Died February 23
By: Legacy Staff
10 months ago
Comedian Stan Laurel is known better as one-half of the classic film duo Laurel and Hardy. For decades, Laurel and his comedy partner, Oliver Norvell Hardy, created a string of timeless classics, including the Oscar-winning "The Music Box." After Hardy's death in 1957, Laurel retired from the screen, spending his time answering fan mail and speaking to anyone who cared to dial up his home telephone, as he had the number listed in the Los Angeles telephone book. He starred in nearly 190 films, both silent and talkie, and received an Academy Award for lifetime achievement in 1961. We remember Laurel's life today as well as the lives of other notable people who died this day in history.
2014: Alice Herz-Sommer, Czech pianist and music teacher who survived the Theresienstadt concentration camp and became the subject of the Oscar-winning 2013 documentary "The Lady in Number 6: Music Saved My Life," dies at 110.
Herz-Sommer, her husband, and her son were sent from Prague in 1943 to a concentration camp in the Czech city of Terezin – Theresienstadt in German – where inmates were allowed to stage concerts in which she frequently starred. An estimated 140,000 Jews were sent to Terezin and 33,430 died there. About 88,000 were moved on to Auschwitz and other death camps, where most of them were killed. Herz-Sommer and her son, Stephan, were among fewer than 20,000 who were freed when the notorious camp was liberated by the Soviet army in May 1945. Read more
2013: Paul McIlhenny, U.S. business executive who was the CEO of the family business that makes the Tabasco brand of hot sauce, dies at 68.
2008: Douglas Fraser, U.S. union leader who was the former president of the United Auto Workers, dies at 91.
Fraser was popular with the union's rank and file, who appreciated his candor and accessibility. Everyone called him Doug. Yet he also was a shrewd and pragmatic negotiator who won the respect of Big Three executives, according to his obituary by The Associated Press. In the 1960s and '70s, he helped win such benefits as comprehensive health care, uncapped cost-of-living allowances, and improved working conditions. Fraser considered his finest achievement the UAW's campaign to obtain $1.5 billion in federal loan guarantees for Chrysler in 1979, which saved the automaker from bankruptcy. Read more
2007: Donnie Brooks, U.S. singer who was elected to the Rockabilly Hall of Fame, dies at 71.

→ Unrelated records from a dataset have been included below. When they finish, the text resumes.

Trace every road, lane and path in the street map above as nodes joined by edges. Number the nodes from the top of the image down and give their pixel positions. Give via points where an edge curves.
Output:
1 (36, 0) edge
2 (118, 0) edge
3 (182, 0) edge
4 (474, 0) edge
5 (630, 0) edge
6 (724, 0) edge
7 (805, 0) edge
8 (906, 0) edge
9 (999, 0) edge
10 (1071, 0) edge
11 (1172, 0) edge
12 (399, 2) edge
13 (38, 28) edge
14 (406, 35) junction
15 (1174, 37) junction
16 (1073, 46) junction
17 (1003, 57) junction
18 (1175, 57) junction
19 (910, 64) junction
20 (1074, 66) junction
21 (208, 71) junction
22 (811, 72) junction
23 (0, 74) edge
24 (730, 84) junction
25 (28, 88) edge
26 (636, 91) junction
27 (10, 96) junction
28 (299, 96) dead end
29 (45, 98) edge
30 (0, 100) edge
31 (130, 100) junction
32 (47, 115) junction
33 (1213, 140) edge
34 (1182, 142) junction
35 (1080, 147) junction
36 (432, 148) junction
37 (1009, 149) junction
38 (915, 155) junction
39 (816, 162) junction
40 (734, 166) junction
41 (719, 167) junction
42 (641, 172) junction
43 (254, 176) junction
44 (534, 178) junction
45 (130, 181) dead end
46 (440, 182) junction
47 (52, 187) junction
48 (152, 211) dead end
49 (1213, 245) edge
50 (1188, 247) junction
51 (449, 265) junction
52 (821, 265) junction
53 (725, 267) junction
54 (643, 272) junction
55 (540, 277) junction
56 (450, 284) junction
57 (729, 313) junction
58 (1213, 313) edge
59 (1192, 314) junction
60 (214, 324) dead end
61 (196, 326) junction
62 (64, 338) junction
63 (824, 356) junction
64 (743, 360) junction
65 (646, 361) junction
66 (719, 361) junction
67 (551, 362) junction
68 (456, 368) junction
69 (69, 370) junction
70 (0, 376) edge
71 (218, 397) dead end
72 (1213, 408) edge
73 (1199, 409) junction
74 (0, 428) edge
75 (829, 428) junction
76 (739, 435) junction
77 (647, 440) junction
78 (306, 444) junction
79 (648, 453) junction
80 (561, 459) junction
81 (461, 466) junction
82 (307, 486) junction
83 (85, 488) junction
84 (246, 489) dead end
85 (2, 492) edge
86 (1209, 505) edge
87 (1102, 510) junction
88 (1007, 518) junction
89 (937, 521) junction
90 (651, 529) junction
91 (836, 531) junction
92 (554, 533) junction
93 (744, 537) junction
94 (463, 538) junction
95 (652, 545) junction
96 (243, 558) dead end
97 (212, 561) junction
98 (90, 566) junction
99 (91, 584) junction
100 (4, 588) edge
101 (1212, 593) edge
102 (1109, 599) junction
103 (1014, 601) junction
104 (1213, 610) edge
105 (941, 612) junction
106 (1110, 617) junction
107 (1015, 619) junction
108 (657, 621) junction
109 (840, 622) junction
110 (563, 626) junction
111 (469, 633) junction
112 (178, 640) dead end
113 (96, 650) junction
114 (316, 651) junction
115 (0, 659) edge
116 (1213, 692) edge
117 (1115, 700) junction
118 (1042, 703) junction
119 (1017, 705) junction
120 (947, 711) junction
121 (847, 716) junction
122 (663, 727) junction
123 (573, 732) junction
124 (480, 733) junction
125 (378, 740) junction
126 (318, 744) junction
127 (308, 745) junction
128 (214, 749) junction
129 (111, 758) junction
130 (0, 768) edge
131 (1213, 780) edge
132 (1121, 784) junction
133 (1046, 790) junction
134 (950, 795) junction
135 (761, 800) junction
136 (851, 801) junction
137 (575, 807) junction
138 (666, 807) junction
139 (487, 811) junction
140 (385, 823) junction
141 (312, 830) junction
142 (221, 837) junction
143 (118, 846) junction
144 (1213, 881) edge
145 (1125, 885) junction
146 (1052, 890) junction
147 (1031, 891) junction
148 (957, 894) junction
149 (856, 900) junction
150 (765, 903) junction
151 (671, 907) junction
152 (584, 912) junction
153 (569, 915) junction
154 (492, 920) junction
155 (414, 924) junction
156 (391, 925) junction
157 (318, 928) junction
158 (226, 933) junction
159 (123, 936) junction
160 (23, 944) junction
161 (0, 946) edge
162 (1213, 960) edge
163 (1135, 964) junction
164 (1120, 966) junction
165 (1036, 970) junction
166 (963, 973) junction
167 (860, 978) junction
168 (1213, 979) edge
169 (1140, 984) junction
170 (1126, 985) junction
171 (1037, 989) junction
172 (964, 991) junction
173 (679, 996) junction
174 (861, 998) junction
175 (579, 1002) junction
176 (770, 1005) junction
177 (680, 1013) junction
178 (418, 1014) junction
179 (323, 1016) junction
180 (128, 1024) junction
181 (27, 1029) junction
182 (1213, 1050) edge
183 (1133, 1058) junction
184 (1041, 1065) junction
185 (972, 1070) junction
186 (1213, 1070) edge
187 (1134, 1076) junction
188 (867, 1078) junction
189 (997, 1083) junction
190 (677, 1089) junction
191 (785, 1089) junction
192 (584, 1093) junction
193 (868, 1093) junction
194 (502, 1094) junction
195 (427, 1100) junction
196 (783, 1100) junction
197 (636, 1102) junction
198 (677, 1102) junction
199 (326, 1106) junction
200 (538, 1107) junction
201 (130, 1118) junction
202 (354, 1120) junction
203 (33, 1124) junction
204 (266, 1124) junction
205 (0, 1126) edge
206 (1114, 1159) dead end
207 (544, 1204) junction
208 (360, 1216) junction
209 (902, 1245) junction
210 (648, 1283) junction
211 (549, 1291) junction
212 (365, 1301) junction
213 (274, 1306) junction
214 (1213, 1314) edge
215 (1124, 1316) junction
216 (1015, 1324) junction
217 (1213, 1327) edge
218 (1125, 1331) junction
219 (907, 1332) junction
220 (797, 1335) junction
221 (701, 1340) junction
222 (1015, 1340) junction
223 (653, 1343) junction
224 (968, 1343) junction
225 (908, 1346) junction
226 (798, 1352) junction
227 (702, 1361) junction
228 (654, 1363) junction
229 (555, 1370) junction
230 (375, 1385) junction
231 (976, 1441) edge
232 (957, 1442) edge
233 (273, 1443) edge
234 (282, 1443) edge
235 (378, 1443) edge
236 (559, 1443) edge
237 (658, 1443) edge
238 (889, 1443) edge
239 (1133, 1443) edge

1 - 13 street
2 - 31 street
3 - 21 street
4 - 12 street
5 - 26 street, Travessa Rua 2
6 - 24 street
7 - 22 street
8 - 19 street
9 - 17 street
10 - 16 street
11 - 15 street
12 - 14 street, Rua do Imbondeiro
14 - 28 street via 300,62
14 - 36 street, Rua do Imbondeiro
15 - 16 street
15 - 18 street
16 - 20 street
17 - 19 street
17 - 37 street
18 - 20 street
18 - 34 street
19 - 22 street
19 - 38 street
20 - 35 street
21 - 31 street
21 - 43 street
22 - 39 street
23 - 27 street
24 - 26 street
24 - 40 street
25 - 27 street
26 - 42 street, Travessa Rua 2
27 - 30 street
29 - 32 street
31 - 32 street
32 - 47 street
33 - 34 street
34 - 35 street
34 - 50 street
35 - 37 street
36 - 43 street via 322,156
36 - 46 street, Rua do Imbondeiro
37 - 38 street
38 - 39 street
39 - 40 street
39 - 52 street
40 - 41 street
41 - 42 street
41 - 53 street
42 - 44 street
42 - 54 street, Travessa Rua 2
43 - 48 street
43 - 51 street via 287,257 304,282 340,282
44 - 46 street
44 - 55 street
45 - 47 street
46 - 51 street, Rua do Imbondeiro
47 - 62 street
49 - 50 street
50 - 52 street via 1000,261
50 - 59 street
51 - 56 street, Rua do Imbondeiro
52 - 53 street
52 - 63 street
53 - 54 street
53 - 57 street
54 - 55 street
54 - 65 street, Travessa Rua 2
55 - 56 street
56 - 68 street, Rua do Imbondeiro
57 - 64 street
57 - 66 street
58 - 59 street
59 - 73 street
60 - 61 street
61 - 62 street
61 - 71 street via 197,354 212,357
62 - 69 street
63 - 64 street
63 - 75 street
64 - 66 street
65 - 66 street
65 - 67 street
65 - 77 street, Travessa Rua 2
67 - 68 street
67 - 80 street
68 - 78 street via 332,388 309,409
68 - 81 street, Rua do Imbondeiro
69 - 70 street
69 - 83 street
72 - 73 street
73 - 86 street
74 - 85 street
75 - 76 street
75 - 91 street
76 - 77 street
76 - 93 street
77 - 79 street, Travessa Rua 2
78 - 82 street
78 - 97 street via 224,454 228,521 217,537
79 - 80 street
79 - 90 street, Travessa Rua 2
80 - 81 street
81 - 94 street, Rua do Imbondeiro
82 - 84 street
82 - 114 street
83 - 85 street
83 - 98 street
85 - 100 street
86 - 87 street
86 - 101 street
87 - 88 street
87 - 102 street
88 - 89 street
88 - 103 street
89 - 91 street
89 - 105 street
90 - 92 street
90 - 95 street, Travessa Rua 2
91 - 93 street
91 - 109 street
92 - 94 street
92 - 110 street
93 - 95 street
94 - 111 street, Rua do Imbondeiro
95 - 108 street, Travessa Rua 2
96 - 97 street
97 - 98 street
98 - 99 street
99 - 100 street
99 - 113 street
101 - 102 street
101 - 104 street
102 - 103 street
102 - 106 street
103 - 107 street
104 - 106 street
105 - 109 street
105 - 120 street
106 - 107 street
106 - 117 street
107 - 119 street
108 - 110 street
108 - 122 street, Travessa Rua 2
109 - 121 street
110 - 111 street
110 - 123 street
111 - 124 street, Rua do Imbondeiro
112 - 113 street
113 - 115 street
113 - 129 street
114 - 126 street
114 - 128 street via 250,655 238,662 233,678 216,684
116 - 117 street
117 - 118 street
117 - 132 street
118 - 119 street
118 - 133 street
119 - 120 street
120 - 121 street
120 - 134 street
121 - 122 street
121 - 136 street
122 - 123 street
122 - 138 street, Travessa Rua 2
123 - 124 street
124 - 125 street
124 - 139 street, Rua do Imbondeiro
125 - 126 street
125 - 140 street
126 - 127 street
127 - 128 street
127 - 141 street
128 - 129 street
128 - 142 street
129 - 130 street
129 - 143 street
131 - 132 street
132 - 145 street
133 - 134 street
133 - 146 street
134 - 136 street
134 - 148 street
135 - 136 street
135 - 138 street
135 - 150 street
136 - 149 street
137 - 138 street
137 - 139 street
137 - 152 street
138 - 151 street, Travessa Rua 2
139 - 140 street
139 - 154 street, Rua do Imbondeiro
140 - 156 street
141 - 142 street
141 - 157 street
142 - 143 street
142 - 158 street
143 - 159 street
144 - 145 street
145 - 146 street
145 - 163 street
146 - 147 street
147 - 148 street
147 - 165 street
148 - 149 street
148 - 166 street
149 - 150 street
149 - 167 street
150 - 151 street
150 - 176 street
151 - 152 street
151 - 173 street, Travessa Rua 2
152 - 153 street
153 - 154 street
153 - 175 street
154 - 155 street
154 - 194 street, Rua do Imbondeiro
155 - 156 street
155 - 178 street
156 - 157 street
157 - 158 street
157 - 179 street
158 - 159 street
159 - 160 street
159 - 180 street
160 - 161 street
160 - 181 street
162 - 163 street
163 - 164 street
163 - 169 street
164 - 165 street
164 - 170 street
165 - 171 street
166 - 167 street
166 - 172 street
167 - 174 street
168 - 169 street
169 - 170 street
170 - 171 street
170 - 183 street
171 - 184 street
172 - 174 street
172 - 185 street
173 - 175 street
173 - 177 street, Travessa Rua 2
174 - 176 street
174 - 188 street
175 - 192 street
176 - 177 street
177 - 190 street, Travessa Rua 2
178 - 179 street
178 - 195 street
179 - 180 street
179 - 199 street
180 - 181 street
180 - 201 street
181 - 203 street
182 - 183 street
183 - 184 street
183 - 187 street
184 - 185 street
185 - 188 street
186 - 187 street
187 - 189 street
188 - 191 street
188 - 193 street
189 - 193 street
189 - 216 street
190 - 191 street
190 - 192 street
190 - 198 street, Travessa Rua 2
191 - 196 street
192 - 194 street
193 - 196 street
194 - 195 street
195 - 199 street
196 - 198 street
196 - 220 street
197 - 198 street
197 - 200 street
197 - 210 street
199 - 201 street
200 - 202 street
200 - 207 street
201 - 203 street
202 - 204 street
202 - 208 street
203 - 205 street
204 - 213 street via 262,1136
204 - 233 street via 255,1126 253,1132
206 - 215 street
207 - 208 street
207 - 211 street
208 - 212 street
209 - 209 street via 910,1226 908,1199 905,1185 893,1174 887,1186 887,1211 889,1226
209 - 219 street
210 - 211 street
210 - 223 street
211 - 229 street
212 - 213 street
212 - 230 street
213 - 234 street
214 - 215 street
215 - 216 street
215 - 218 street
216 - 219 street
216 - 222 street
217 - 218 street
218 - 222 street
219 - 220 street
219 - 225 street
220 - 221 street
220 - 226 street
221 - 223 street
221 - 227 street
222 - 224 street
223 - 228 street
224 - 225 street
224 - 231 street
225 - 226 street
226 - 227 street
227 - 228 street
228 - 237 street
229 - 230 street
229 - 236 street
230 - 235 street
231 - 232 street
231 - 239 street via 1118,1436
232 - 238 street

2004: Don Cornell, U.S. pop singer who was popular in the 1940s and '50s and sold more than 50 million records, dies at 84.
2003: Howie Epstein, U.S. rock musician who was the bassist for Tom Petty and the Heartbreakers, dies at 47.
2000: Ofra Haza, Israeli singer who achieved international success and was considered the Madonna of Israel, dies at 42.
Haza's fame reached an international level when she was chosen as Israel's representative in the 1983 Eurovision Song Contest. Her performance was a symbolically charged moment, as the competition was staged in Munich, Germany – where 11 years previously, Israeli Olympians were taken hostage and killed by a Palestinian terrorist organization – and her song "Chai" featured the lyric "Israel is alive." Haza took second prize and the song became an international hit. It also brought her an unprecedented level of stardom in her home country. Read more
1999: Rick Wilson, U.S. professional wrestler who was known as the Renegade and was at one time the World Championship Wrestling champion, dies by suicide at 33.
1998: Philip Abbott, U.S. actor known best for his role as Arthur Ward on the TV series "The F.B.I.," dies at 74.
1997: Tony Williams, U.S. jazz drummer who was at one time a member of Miles Davis' band and is considered one of the most influential jazz drummers to come out of the 1960s, dies at 51.
1995: Melvin Franklin, U.S. singer who was a member of the Temptations, dies at 52.
1995: James Herriot, English author known for writing "All Creatures Great and Small," dies at 78.
1992: Jacquelyn Hyde, U.S. actress who had roles in Sydney Pollack's "They Shoot Horses, Don't They?" and Woody Allen's "Take the Money and Run," dies at 60.
1983: Adrian Boult, English conductor who was the chief conductor of the London Philharmonic Orchestra, dies at 93.
1976: Fuzzy Knight, U.S. actor who was very popular as a cowboy sidekick in Westerns, dies at 74.
1974: Harry Ruby, U.S. composer and screenwriter who co-wrote the song "I Wanna Be Loved by You" and wrote some of the Marx Brothers movies, dies at 79.
1965: Stan Laurel, English comedian who was well-known as Laurel in the comedy duo Laurel and Hardy, dies at 74.
1821: John Keats, English Romantic poet known for poems including "Ode on a Grecian Urn," dies at 25.